Task to carry out: Though the entries hold pictures, only their text should be duplicated, exactly and in full.

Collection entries
________________
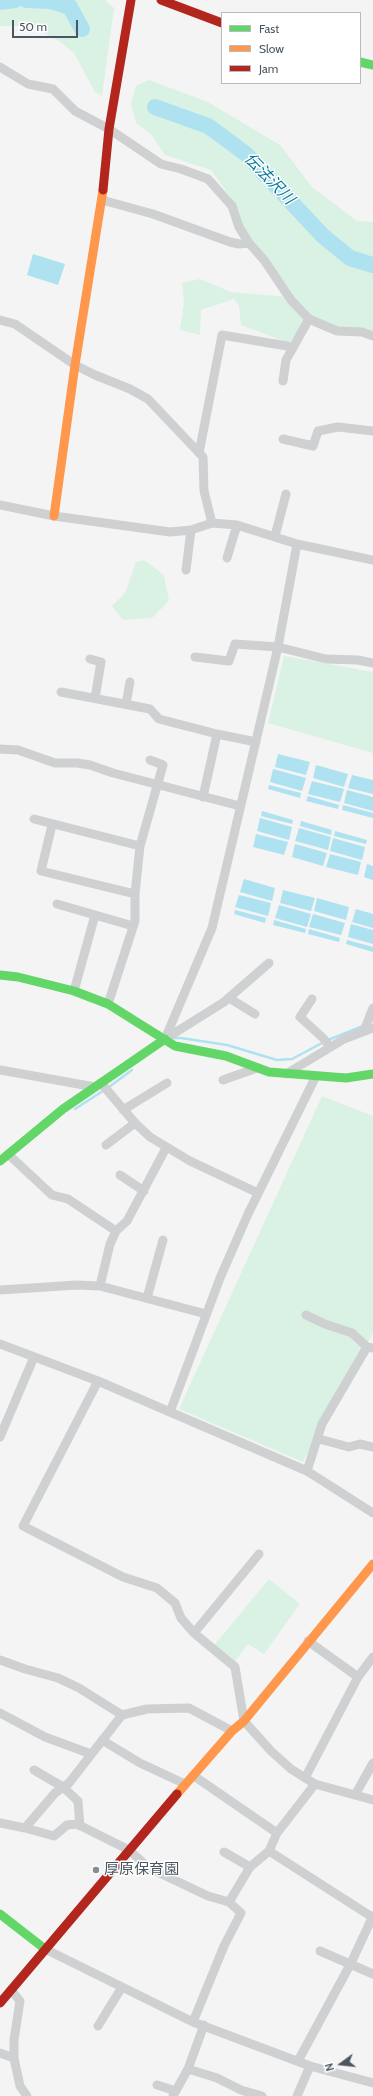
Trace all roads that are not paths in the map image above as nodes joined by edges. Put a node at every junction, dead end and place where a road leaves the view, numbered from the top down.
1 (131, 0) edge
2 (160, 0) edge
3 (221, 23) edge
4 (361, 62) edge
5 (373, 65) edge
6 (0, 66) edge
7 (109, 129) junction
8 (102, 200) junction
9 (249, 243) junction
10 (309, 319) junction
11 (0, 320) edge
12 (373, 336) edge
13 (293, 347) junction
14 (75, 365) junction
15 (282, 381) dead end
16 (373, 431) edge
17 (283, 439) dead end
18 (199, 453) junction
19 (286, 494) dead end
20 (0, 505) edge
21 (54, 516) junction
22 (212, 523) junction
23 (237, 525) junction
24 (191, 530) junction
25 (275, 536) junction
26 (297, 544) junction
27 (227, 558) dead end
28 (373, 560) edge
29 (186, 570) dead end
30 (278, 647) junction
31 (195, 657) dead end
32 (90, 659) dead end
33 (373, 663) edge
34 (130, 682) dead end
35 (61, 692) dead end
36 (95, 698) junction
37 (126, 704) junction
38 (217, 734) junction
39 (256, 742) junction
40 (0, 749) edge
41 (150, 760) dead end
42 (158, 785) junction
43 (203, 797) junction
44 (240, 806) junction
45 (34, 819) dead end
46 (52, 825) junction
47 (140, 846) junction
48 (135, 894) junction
49 (57, 904) dead end
50 (95, 915) junction
51 (133, 926) junction
52 (269, 963) dead end
53 (0, 975) edge
54 (74, 992) junction
55 (229, 998) junction
56 (312, 999) dead end
57 (108, 1004) junction
58 (373, 1008) edge
59 (256, 1014) dead end
60 (368, 1027) edge
61 (166, 1039) junction
62 (329, 1047) junction
63 (256, 1068) junction
64 (0, 1070) edge
65 (286, 1074) junction
66 (373, 1074) edge
67 (316, 1076) junction
68 (223, 1080) dead end
69 (166, 1084) dead end
70 (102, 1087) junction
71 (123, 1110) junction
72 (135, 1123) junction
73 (106, 1145) dead end
74 (166, 1148) junction
75 (8, 1154) junction
76 (0, 1161) edge
77 (120, 1176) dead end
78 (144, 1191) junction
79 (258, 1193) junction
80 (116, 1231) junction
81 (163, 1240) dead end
82 (100, 1286) junction
83 (0, 1290) edge
84 (147, 1298) junction
85 (206, 1314) junction
86 (306, 1315) dead end
87 (0, 1344) edge
88 (370, 1347) edge
89 (34, 1358) junction
90 (98, 1381) junction
91 (170, 1412) junction
92 (0, 1437) edge
93 (319, 1439) junction
94 (373, 1447) edge
95 (307, 1471) junction
96 (373, 1513) edge
97 (259, 1554) dead end
98 (373, 1564) edge
99 (194, 1633) junction
100 (308, 1641) junction
101 (373, 1656) edge
102 (0, 1660) edge
103 (358, 1677) junction
104 (0, 1713) edge
105 (122, 1715) junction
106 (244, 1721) junction
107 (232, 1731) junction
108 (102, 1740) junction
109 (91, 1754) junction
110 (373, 1763) edge
111 (34, 1770) dead end
112 (194, 1776) junction
113 (305, 1778) junction
114 (185, 1784) junction
115 (315, 1784) junction
116 (63, 1787) junction
117 (355, 1795) junction
118 (373, 1800) edge
119 (1, 1825) edge
120 (80, 1826) junction
121 (25, 1828) junction
122 (277, 1833) junction
123 (129, 1850) junction
124 (269, 1851) junction
125 (224, 1852) dead end
126 (250, 1867) junction
127 (229, 1902) junction
128 (0, 1914) edge
129 (373, 1916) edge
130 (45, 1949) junction
131 (320, 1951) dead end
132 (351, 1963) junction
133 (373, 1974) edge
134 (122, 1986) junction
135 (11, 1990) junction
136 (0, 2003) edge
137 (193, 2022) junction
138 (204, 2025) junction
139 (98, 2026) dead end
140 (0, 2053) edge
141 (14, 2058) junction
142 (298, 2061) junction
143 (310, 2066) junction
144 (188, 2069) junction
145 (373, 2083) edge
146 (157, 2085) dead end
147 (174, 2093) edge
148 (300, 2095) edge
149 (27, 2096) edge
150 (262, 2096) edge

1 - 7 street
2 - 3 street
4 - 5 street
6 - 7 street
7 - 8 street
7 - 9 street
8 - 9 street
8 - 14 street
9 - 10 street
10 - 12 street
10 - 13 street
11 - 14 street
13 - 15 street
13 - 18 street
14 - 18 street
14 - 21 street
16 - 17 street
18 - 22 street
19 - 25 street
20 - 21 street
21 - 24 street
22 - 23 street
22 - 24 street
23 - 25 street
23 - 27 street
24 - 29 street
25 - 26 street
26 - 28 street
26 - 30 street
30 - 31 street
30 - 33 street
30 - 39 street
32 - 36 street
34 - 37 street
35 - 36 street
36 - 37 street
37 - 38 street
38 - 39 street
38 - 43 street
39 - 44 street
40 - 42 street
41 - 42 street
42 - 43 street
42 - 47 street
43 - 44 street
44 - 61 street
45 - 46 street
46 - 47 street
46 - 48 street
47 - 48 street
48 - 51 street
49 - 50 street
50 - 51 street
50 - 54 street
51 - 57 street
52 - 55 street
53 - 54 street
54 - 57 street
55 - 59 street
55 - 61 street
56 - 62 street
57 - 61 street
58 - 60 street
60 - 62 street
61 - 63 street
61 - 70 street
62 - 65 street
63 - 65 street
63 - 68 street
64 - 70 street
65 - 67 street
66 - 67 street
67 - 79 street
69 - 71 street
70 - 71 street
70 - 75 street
71 - 72 street
72 - 73 street
72 - 74 street
74 - 78 street
74 - 79 street
75 - 76 street
75 - 80 street
77 - 78 street
78 - 80 street
79 - 85 street
80 - 82 street
81 - 84 street
82 - 83 street
82 - 84 street
84 - 85 street
85 - 91 street
86 - 88 street
87 - 89 street
88 - 93 street
89 - 90 street
89 - 92 street
90 - 91 street
90 - 99 street
91 - 95 street
93 - 94 street
93 - 95 street
95 - 96 street
97 - 99 street
98 - 100 street
99 - 106 street
100 - 103 street
100 - 106 street
101 - 103 street
102 - 105 street
103 - 113 street
104 - 109 street
105 - 107 street
105 - 108 street
106 - 107 street
106 - 113 street
107 - 112 street
108 - 109 street
108 - 114 street
109 - 116 street
110 - 117 street
111 - 116 street
112 - 114 street
112 - 122 street
113 - 115 street
114 - 123 street
115 - 117 street
115 - 122 street
116 - 120 street
116 - 121 street
117 - 118 street
119 - 121 street
120 - 121 street
120 - 123 street
122 - 124 street
123 - 127 street
123 - 130 street
124 - 126 street
124 - 129 street
125 - 126 street
126 - 127 street
127 - 137 street
128 - 130 street
129 - 132 street
130 - 134 street
130 - 135 street
131 - 132 street
132 - 133 street
132 - 142 street
134 - 137 street
134 - 139 street
135 - 136 street
135 - 141 street
137 - 138 street
138 - 142 street
138 - 144 street
140 - 141 street
141 - 149 street
142 - 143 street
143 - 145 street
143 - 148 street
144 - 147 street
144 - 150 street
146 - 147 street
________________
Written reply:
Trace all roads that are not paths in the map image above as nodes joined by edges. Put a node at every junction, dead end and place where a road leaves the view, numbered from the top down.
1 (131, 0) edge
2 (160, 0) edge
3 (221, 23) edge
4 (361, 62) edge
5 (373, 65) edge
6 (0, 66) edge
7 (109, 129) junction
8 (102, 200) junction
9 (249, 243) junction
10 (309, 319) junction
11 (0, 320) edge
12 (373, 336) edge
13 (293, 347) junction
14 (75, 365) junction
15 (282, 381) dead end
16 (373, 431) edge
17 (283, 439) dead end
18 (199, 453) junction
19 (286, 494) dead end
20 (0, 505) edge
21 (54, 516) junction
22 (212, 523) junction
23 (237, 525) junction
24 (191, 530) junction
25 (275, 536) junction
26 (297, 544) junction
27 (227, 558) dead end
28 (373, 560) edge
29 (186, 570) dead end
30 (278, 647) junction
31 (195, 657) dead end
32 (90, 659) dead end
33 (373, 663) edge
34 (130, 682) dead end
35 (61, 692) dead end
36 (95, 698) junction
37 (126, 704) junction
38 (217, 734) junction
39 (256, 742) junction
40 (0, 749) edge
41 (150, 760) dead end
42 (158, 785) junction
43 (203, 797) junction
44 (240, 806) junction
45 (34, 819) dead end
46 (52, 825) junction
47 (140, 846) junction
48 (135, 894) junction
49 (57, 904) dead end
50 (95, 915) junction
51 (133, 926) junction
52 (269, 963) dead end
53 (0, 975) edge
54 (74, 992) junction
55 (229, 998) junction
56 (312, 999) dead end
57 (108, 1004) junction
58 (373, 1008) edge
59 (256, 1014) dead end
60 (368, 1027) edge
61 (166, 1039) junction
62 (329, 1047) junction
63 (256, 1068) junction
64 (0, 1070) edge
65 (286, 1074) junction
66 (373, 1074) edge
67 (316, 1076) junction
68 (223, 1080) dead end
69 (166, 1084) dead end
70 (102, 1087) junction
71 (123, 1110) junction
72 (135, 1123) junction
73 (106, 1145) dead end
74 (166, 1148) junction
75 (8, 1154) junction
76 (0, 1161) edge
77 (120, 1176) dead end
78 (144, 1191) junction
79 (258, 1193) junction
80 (116, 1231) junction
81 (163, 1240) dead end
82 (100, 1286) junction
83 (0, 1290) edge
84 (147, 1298) junction
85 (206, 1314) junction
86 (306, 1315) dead end
87 (0, 1344) edge
88 (370, 1347) edge
89 (34, 1358) junction
90 (98, 1381) junction
91 (170, 1412) junction
92 (0, 1437) edge
93 (319, 1439) junction
94 (373, 1447) edge
95 (307, 1471) junction
96 (373, 1513) edge
97 (259, 1554) dead end
98 (373, 1564) edge
99 (194, 1633) junction
100 (308, 1641) junction
101 (373, 1656) edge
102 (0, 1660) edge
103 (358, 1677) junction
104 (0, 1713) edge
105 (122, 1715) junction
106 (244, 1721) junction
107 (232, 1731) junction
108 (102, 1740) junction
109 (91, 1754) junction
110 (373, 1763) edge
111 (34, 1770) dead end
112 (194, 1776) junction
113 (305, 1778) junction
114 (185, 1784) junction
115 (315, 1784) junction
116 (63, 1787) junction
117 (355, 1795) junction
118 (373, 1800) edge
119 (1, 1825) edge
120 (80, 1826) junction
121 (25, 1828) junction
122 (277, 1833) junction
123 (129, 1850) junction
124 (269, 1851) junction
125 (224, 1852) dead end
126 (250, 1867) junction
127 (229, 1902) junction
128 (0, 1914) edge
129 (373, 1916) edge
130 (45, 1949) junction
131 (320, 1951) dead end
132 (351, 1963) junction
133 (373, 1974) edge
134 (122, 1986) junction
135 (11, 1990) junction
136 (0, 2003) edge
137 (193, 2022) junction
138 (204, 2025) junction
139 (98, 2026) dead end
140 (0, 2053) edge
141 (14, 2058) junction
142 (298, 2061) junction
143 (310, 2066) junction
144 (188, 2069) junction
145 (373, 2083) edge
146 (157, 2085) dead end
147 (174, 2093) edge
148 (300, 2095) edge
149 (27, 2096) edge
150 (262, 2096) edge

1 - 7 street
2 - 3 street
4 - 5 street
6 - 7 street
7 - 8 street
7 - 9 street
8 - 9 street
8 - 14 street
9 - 10 street
10 - 12 street
10 - 13 street
11 - 14 street
13 - 15 street
13 - 18 street
14 - 18 street
14 - 21 street
16 - 17 street
18 - 22 street
19 - 25 street
20 - 21 street
21 - 24 street
22 - 23 street
22 - 24 street
23 - 25 street
23 - 27 street
24 - 29 street
25 - 26 street
26 - 28 street
26 - 30 street
30 - 31 street
30 - 33 street
30 - 39 street
32 - 36 street
34 - 37 street
35 - 36 street
36 - 37 street
37 - 38 street
38 - 39 street
38 - 43 street
39 - 44 street
40 - 42 street
41 - 42 street
42 - 43 street
42 - 47 street
43 - 44 street
44 - 61 street
45 - 46 street
46 - 47 street
46 - 48 street
47 - 48 street
48 - 51 street
49 - 50 street
50 - 51 street
50 - 54 street
51 - 57 street
52 - 55 street
53 - 54 street
54 - 57 street
55 - 59 street
55 - 61 street
56 - 62 street
57 - 61 street
58 - 60 street
60 - 62 street
61 - 63 street
61 - 70 street
62 - 65 street
63 - 65 street
63 - 68 street
64 - 70 street
65 - 67 street
66 - 67 street
67 - 79 street
69 - 71 street
70 - 71 street
70 - 75 street
71 - 72 street
72 - 73 street
72 - 74 street
74 - 78 street
74 - 79 street
75 - 76 street
75 - 80 street
77 - 78 street
78 - 80 street
79 - 85 street
80 - 82 street
81 - 84 street
82 - 83 street
82 - 84 street
84 - 85 street
85 - 91 street
86 - 88 street
87 - 89 street
88 - 93 street
89 - 90 street
89 - 92 street
90 - 91 street
90 - 99 street
91 - 95 street
93 - 94 street
93 - 95 street
95 - 96 street
97 - 99 street
98 - 100 street
99 - 106 street
100 - 103 street
100 - 106 street
101 - 103 street
102 - 105 street
103 - 113 street
104 - 109 street
105 - 107 street
105 - 108 street
106 - 107 street
106 - 113 street
107 - 112 street
108 - 109 street
108 - 114 street
109 - 116 street
110 - 117 street
111 - 116 street
112 - 114 street
112 - 122 street
113 - 115 street
114 - 123 street
115 - 117 street
115 - 122 street
116 - 120 street
116 - 121 street
117 - 118 street
119 - 121 street
120 - 121 street
120 - 123 street
122 - 124 street
123 - 127 street
123 - 130 street
124 - 126 street
124 - 129 street
125 - 126 street
126 - 127 street
127 - 137 street
128 - 130 street
129 - 132 street
130 - 134 street
130 - 135 street
131 - 132 street
132 - 133 street
132 - 142 street
134 - 137 street
134 - 139 street
135 - 136 street
135 - 141 street
137 - 138 street
138 - 142 street
138 - 144 street
140 - 141 street
141 - 149 street
142 - 143 street
143 - 145 street
143 - 148 street
144 - 147 street
144 - 150 street
146 - 147 street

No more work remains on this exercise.